Of course, just like the BNP and EDL, these individuals have a right to their opinions within the law. However, before members of the Left ally with them to fight anti-Muslim bigotry, they should ask whether doing so might be counter-productive.
A key anti-Muslim trope is that Islam is inherently extreme and therefore all Muslims hold extreme views.

Sharing a platform with, and thereby helping to raise the profile of, the extremely small minority of Muslims who are 9/11 truthers, who eulogise Osama bin Laden and/or who support attacks on British troops is therefore badly counter-productive.

Of course, it would be a different matter if this were a debate and Mehdi Hasan had an opportunity to challenge el-Helbawy’s views (with which he does not agree). This does not look likely to happen given the advertised topic of the event.

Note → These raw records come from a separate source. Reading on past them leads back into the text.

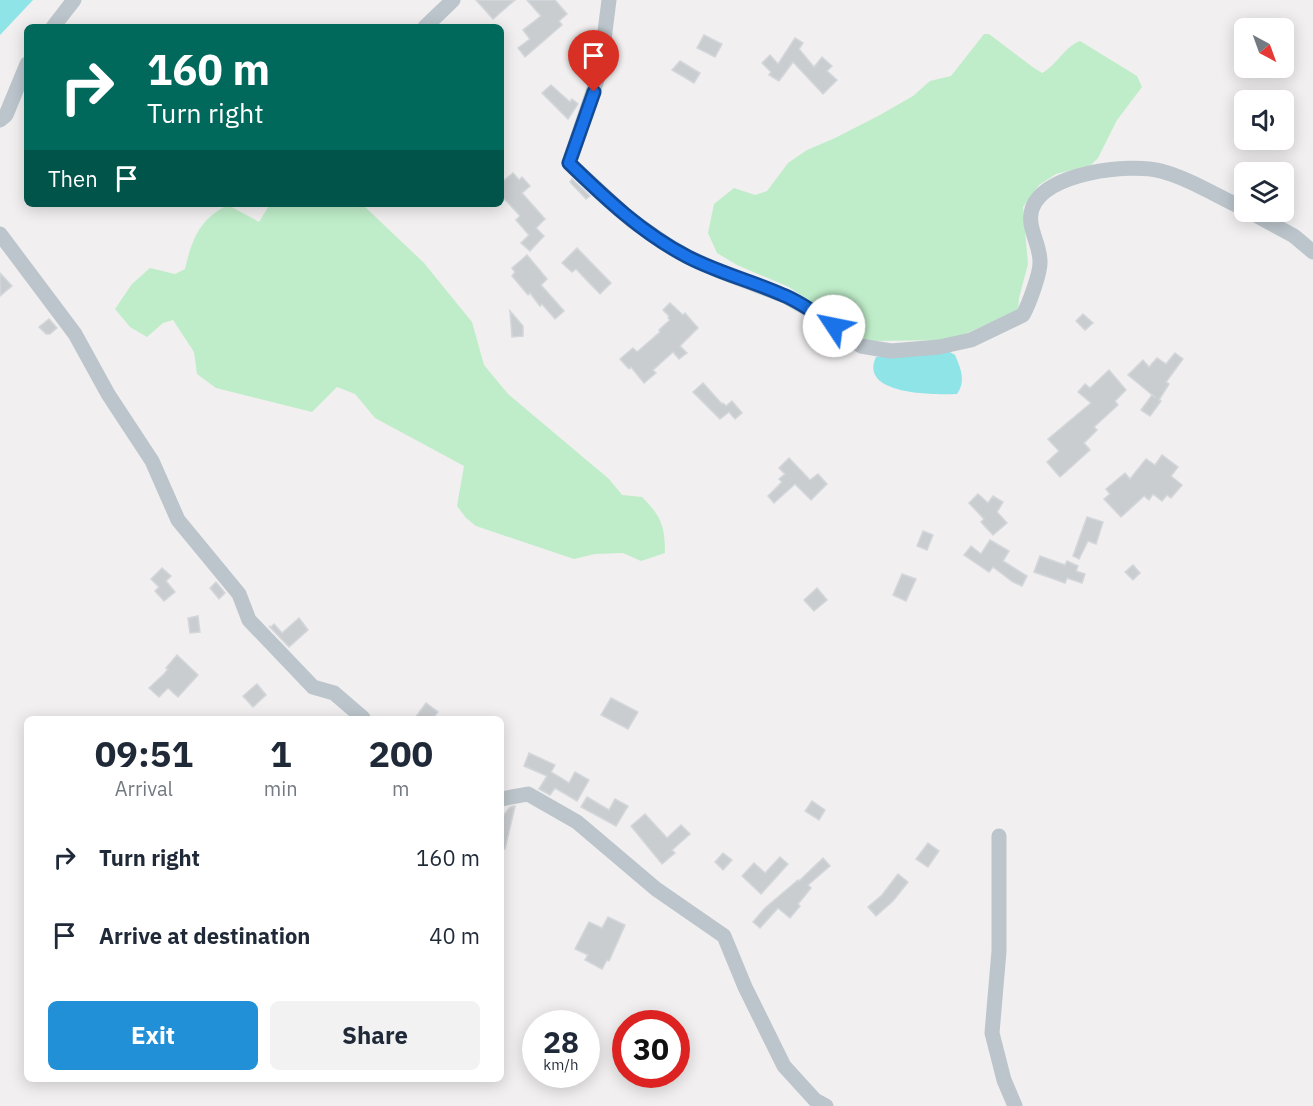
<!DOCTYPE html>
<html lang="en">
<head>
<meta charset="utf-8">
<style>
  :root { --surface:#fff; --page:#f2f2f3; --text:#1f2937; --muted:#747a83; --accent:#2290d7 }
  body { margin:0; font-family:"IBM Plex Sans",sans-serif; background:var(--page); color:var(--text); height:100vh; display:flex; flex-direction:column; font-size:22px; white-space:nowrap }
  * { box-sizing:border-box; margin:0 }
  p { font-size:20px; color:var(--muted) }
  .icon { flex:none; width:33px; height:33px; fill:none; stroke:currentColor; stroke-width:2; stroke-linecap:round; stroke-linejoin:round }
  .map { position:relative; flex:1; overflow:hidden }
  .side { position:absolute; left:24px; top:716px; width:480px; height:366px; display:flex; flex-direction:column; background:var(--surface); border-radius:9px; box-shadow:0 3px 15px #0003 }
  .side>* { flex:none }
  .banner { position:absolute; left:24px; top:24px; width:480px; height:183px; border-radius:9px; box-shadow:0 3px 15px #0003; background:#00695c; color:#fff; overflow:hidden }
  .needle { width:39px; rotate:139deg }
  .fabs { position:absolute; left:1234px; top:18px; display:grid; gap:12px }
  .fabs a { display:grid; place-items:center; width:60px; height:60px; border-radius:9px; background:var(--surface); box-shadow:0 3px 15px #0003; font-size:30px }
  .speed { position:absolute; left:522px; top:1010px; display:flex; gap:12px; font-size:30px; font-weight:700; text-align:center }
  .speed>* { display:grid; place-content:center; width:78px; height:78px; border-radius:50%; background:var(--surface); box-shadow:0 3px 15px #0003; line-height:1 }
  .speed small { font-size:15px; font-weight:400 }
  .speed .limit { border:9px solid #d22; background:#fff; color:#111 }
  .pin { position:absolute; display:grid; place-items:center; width:51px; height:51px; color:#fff; margin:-62px -26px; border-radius:50% 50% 50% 0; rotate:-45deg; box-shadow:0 0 6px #0007 }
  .pin .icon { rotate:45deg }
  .me { position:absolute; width:66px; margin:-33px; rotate:304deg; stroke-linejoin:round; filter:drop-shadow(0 0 4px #0008) }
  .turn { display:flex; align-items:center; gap:21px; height:126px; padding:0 24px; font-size:27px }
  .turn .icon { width:78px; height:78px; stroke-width:2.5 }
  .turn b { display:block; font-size:42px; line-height:51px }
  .then { display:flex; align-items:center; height:57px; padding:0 24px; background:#0003; gap:12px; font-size:22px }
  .eta { display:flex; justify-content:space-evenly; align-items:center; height:102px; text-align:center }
  .eta b { font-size:36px; font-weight:700; line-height:42px }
  .cta { display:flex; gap:12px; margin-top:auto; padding:12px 24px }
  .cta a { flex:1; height:69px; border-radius:9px; background:var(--accent); color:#fff; font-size:24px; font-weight:700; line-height:69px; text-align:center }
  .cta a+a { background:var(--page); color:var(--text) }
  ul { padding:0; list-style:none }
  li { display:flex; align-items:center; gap:18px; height:78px; padding:0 24px }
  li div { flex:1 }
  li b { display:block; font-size:22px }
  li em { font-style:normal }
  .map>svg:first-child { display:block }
  .green { fill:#bfedc9 }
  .water { fill:#8fe4e7 }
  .building { fill:#c9cdd0; stroke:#d3d6da; stroke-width:1.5 }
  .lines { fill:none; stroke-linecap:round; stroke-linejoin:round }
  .minor { stroke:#bbc5cb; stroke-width:15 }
  .route-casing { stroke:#114b97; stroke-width:15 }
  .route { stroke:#1a73e8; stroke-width:10 }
</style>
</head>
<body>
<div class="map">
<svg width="1313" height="1106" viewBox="0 0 1313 1106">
  <rect width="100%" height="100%" fill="#f1efef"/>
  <g class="green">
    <path d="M984,34H989L1034,68L1042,73C1057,65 1064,47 1080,41L1137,76L1142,87L1117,120L1098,158L1091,165L1056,174L1039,185L1023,207L1028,264L1019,298L1018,310L952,340L867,341L789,287L737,265L717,253L708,233L714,204L734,188L755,195L767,191L788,163L807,150L835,138L880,115L913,96L930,81L951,76Z"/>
    <path d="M270,204H356L364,206L424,263L472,322L484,365L508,394L609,479L622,495L642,497C661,516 665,526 665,553L641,561L623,553L595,554L574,559L476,526L466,518L457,506L464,466L375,418L355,394L337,387L312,412L216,388L197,374L194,352L173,320L163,323L147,337L130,327L115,309L132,284L150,268L175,274L185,269C192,240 199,219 228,205L259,222Z"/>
  </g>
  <g class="water">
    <polygon points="0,0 33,0 0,35"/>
    <path d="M948,351L955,355C961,369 966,381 957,394C935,395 858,395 876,357Z"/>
  </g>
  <g class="building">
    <polygon points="476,0 515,0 493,19"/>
    <polygon points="527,0 555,0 567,14 559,21 562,25 525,57 518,48 530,39 523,30 541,16"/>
    <polygon points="704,35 722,44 715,57 697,48"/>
    <polygon points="795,38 803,43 799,49 814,67 822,57 832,66 827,71 837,80 823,94 793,62 779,81 769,75 771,72 762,63 770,55 778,64"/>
    <polygon points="680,61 700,73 694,83 672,70"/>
    <polygon points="551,85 570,102 572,99 578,104 568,119 542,93"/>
    <polygon points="513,173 519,180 522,177 530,186 522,193 545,219 536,228 544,236 530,251 521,243 529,235 516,220 520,216 501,195 501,183"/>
    <polygon points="572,179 590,196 586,199 570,182"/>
    <polygon points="577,248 611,283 600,294 576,269 572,272 562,263"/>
    <polygon points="527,255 547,279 541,285 564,311 555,319 542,304 540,306 530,293 528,295 512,276 515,272 512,268"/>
    <polygon points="0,273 12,286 0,296"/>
    <polygon points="670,303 683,315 685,313 698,328 680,346 687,353 679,359 673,352 653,370 656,373 644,383 631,367 629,369 620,359 633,348 637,352 660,332 659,330 670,320 668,318 669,316 663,310"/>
    <polygon points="510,311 523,326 523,336 512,337"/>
    <polygon points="1083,314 1093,323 1085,330 1076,321"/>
    <polygon points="49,319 57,328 50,334 46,334 39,327"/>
    <polygon points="1175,353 1183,359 1166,382 1169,384 1159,400 1161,401 1150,416 1141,410 1152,395 1156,398 1128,375 1143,360 1149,367 1157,358 1166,364"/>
    <polygon points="1109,370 1126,390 1115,401 1118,405 1094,427 1097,430 1084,443 1090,450 1060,477 1047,462 1059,451 1048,439 1091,403 1078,392 1085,384 1090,388"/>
    <polygon points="703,383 722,404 723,403 726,406 732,401 742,413 735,419 729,412 720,419 693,392"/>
    <polygon points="1162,455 1178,467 1171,476 1182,485 1171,498 1167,495 1162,501 1153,494 1149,500 1144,496 1121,517 1104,499 1110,494 1106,489 1125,473 1130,479 1146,459 1155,465"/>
    <polygon points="789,458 810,480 818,474 827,484 811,500 795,484 774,503 768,496 782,482 779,479 785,474 779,468"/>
    <polygon points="978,494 988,503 993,496 1003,502 997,512 1007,523 993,535 981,522 984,519 969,503"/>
    <polygon points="1087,517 1103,522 1096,544 1088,541 1079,559 1073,556"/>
    <polygon points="923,531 933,535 927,550 917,546"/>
    <polygon points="990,540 1009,551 1003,561 1027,576 1022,586 1013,582 993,567 989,572 964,555 971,546 981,554"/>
    <polygon points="1040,556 1065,565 1067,561 1078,566 1076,571 1085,574 1082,583 1067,578 1065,583 1034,572"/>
    <polygon points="1133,565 1140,573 1133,580 1125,572"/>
    <polygon points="162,568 171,576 166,581 175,592 164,601 155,591 159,587 151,579"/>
    <polygon points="902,574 916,579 906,601 893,595"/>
    <polygon points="216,582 225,593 219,599 210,588"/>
    <polygon points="817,588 827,600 814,611 804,600"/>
    <polygon points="198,616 200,632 190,633 188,618"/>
    <polygon points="299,618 308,630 289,647 269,626 271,627 274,624 282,633"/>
    <polygon points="177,655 198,675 178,697 168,688 159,697 149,688 164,674 168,669 166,668"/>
    <polygon points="257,684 266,695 253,707 243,696"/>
    <polygon points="611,698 638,712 628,729 601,715"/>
    <polygon points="426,703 438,712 433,718 415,718"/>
    <polygon points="529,753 555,765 551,772 569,783 575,772 589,780 577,801 555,788 550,795 539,789 547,776 524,766"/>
    <polygon points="587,797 609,810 615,799 628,806 616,826 581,807"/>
    <polygon points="812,801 825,810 819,820 805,811"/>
    <polygon points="515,806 505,849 501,849 501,819 510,807"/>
    <polygon points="645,814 667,838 681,825 690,834 672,850 675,853 662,864 631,826"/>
    <polygon points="928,843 939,851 928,867 916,859"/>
    <polygon points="723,853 732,860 723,870 715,862"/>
    <polygon points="780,857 788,864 761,894 742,876 754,863 765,873"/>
    <polygon points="823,858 830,866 808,885 811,888 798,904 800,906 790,918 778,908 760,928 753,922 765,908 798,880 799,881"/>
    <polygon points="898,874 908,882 893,901 876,916 868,907 882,895"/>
    <polygon points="608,917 625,925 609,961 607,960 602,969 585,960 588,955 575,949 589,922 602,928"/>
  </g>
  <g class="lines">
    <g class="minor">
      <path d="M609,0L600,71L569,163L631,220L666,244L688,257L719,271L785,296L820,316L861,346L891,351L939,347L971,340L1023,315C1029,304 1040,274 1040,263C1041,245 1026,227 1032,209C1044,172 1130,163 1161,171C1191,179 1218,197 1245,209"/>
      <polyline points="53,27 74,0"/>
      <polyline points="425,27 453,0"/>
      <polyline points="0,120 6,115 27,64"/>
      <polyline points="1250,212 1294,236 1313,252"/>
      <polyline points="0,234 75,334 108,394 152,461 178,520 239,594 249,620 313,687 334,693 363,718"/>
      <polyline points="501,799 528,794 577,822 656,889 724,936 745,987 784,1066 815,1100 826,1106"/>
      <polyline points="999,836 999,951 992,1033 1004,1080 1015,1106"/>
    </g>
  </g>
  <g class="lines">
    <defs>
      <path id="route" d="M594,92L569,163C605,198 643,234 688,257C719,273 752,281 783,295C801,302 818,315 834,326"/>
    </defs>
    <use href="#route" class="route-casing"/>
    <use href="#route" class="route"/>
  </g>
</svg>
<div class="fabs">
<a><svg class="needle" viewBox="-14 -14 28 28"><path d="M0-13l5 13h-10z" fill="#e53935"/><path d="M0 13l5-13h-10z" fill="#747a83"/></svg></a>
<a><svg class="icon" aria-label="sound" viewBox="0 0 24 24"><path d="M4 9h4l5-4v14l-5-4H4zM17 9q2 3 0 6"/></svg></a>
<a><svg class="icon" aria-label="layers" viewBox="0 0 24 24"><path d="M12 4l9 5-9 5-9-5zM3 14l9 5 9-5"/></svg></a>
</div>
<div class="speed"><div>28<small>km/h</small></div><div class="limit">30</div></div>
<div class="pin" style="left:594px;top:92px;background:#d93025"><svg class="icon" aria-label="arrive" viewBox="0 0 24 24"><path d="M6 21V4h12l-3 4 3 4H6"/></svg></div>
<svg class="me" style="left:834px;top:326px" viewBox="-20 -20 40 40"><circle r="19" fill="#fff"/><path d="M0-13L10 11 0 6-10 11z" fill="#1a73e8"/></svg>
<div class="banner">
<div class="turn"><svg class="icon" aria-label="right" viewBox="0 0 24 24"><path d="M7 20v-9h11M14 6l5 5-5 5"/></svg><div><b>160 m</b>Turn right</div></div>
<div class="then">Then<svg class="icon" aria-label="arrive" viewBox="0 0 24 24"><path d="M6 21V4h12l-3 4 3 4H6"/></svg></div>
</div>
<section class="side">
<div class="eta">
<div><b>09:51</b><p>Arrival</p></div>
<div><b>1</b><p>min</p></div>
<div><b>200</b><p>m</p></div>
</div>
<ul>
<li><svg class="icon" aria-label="right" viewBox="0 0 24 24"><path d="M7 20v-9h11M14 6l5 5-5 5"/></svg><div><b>Turn right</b></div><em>160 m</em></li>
<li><svg class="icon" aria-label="arrive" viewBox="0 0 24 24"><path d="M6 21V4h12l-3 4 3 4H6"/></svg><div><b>Arrive at destination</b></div><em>40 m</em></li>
</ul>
<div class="cta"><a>Exit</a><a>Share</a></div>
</section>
</div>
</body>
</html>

There is, however, another dimension to the ‘Enough Coalition’ event. Robert Lambert, a former policeman who now works at the Islamist-funded ‘European Muslim Research Centre’ at Exeter University, will also be speaking. His latest report, ‘Islamophobia and Anti-Muslim Hate Crime: UK Case Studies’ does two main things.

On the one hand, it documents genuine and disturbing examples of anti-Muslim prejudice and violence. On the other, it uses allegations of Islamophobia to smear critics of Islamism.

For example, the report contains more references to Ed Husain, a prominent British Muslim critic of Islamism, than Nick Griffin. It even mentions another Islamist turned critic, Shiraz Maher significantly more than the noted anti-Islam Dutch politician Geert Wilders.

Lambert’s report previously contained one section about politics in East London which was so libellous about Jim Fitzpatrick MP and various Labour Tower Hamlets councillors that Exeter University had it removed and issued an apology to them. In this way, Islamists and their allies use the concept of Islamophobia to argue that Islamists must not be criticised because doing so feeds the anti-Muslim atmosphere in the UK.

By appearing at events with prominent left-wing journalists and politicians, Islamists can then present themselves as part of the mainstream, despite their publicly stated views. This then further reinforces the idea that their critics are motivated by hatred of all Muslims, not perfectly rational concerns about their publicly-stated views.

The Muslim Brotherhood (in Arabic, Ikhwan al-Muslimeen‘), the world’s largest and oldest Islamist group, has even launched a website called ‘Ikhwanophobia‘ which argues that the Brotherhood’s critics are inspired by bigotry, not by rational disagreements with the organisations goals and beliefs.

The Left must no longer allow our proud history of anti-fascism to be hijacked in this way. Alliances with Islamists do nothing to help genuine victims of bigotry. All they do is strengthen the hands of extremists on the Islamist and racist far-right.